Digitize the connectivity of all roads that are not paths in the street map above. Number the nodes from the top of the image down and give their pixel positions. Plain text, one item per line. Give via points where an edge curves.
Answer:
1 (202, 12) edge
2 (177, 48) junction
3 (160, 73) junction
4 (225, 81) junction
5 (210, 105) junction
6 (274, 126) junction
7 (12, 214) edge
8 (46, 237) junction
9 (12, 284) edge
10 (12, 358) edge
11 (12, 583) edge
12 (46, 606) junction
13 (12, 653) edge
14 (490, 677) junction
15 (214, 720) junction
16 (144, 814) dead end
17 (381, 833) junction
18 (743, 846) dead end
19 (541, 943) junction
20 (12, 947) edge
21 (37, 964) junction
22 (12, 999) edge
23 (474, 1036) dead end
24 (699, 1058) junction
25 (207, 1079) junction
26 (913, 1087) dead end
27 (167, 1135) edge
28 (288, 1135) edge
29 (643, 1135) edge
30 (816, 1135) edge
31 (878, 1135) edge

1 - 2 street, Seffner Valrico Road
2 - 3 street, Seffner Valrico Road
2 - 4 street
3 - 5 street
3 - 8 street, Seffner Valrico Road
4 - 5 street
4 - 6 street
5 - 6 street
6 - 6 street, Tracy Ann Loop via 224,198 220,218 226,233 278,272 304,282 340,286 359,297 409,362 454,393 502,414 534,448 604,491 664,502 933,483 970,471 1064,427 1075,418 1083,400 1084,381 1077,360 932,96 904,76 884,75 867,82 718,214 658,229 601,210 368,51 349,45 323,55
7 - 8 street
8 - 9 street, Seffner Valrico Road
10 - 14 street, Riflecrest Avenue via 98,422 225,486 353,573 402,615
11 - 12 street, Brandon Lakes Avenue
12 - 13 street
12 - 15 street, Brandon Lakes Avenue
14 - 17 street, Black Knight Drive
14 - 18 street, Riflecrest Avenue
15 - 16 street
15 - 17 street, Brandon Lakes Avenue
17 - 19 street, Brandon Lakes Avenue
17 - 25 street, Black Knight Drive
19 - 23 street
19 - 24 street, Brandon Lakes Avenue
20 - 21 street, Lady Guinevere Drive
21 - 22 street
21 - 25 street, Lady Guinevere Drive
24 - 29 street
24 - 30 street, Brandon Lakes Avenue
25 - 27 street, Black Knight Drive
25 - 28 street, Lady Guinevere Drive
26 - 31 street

※

* [Work task] Among the entries above, which lines include "Riflecrest"? List them all.

* [Task answer]
10 - 14 street, Riflecrest Avenue via 98,422 225,486 353,573 402,615
14 - 18 street, Riflecrest Avenue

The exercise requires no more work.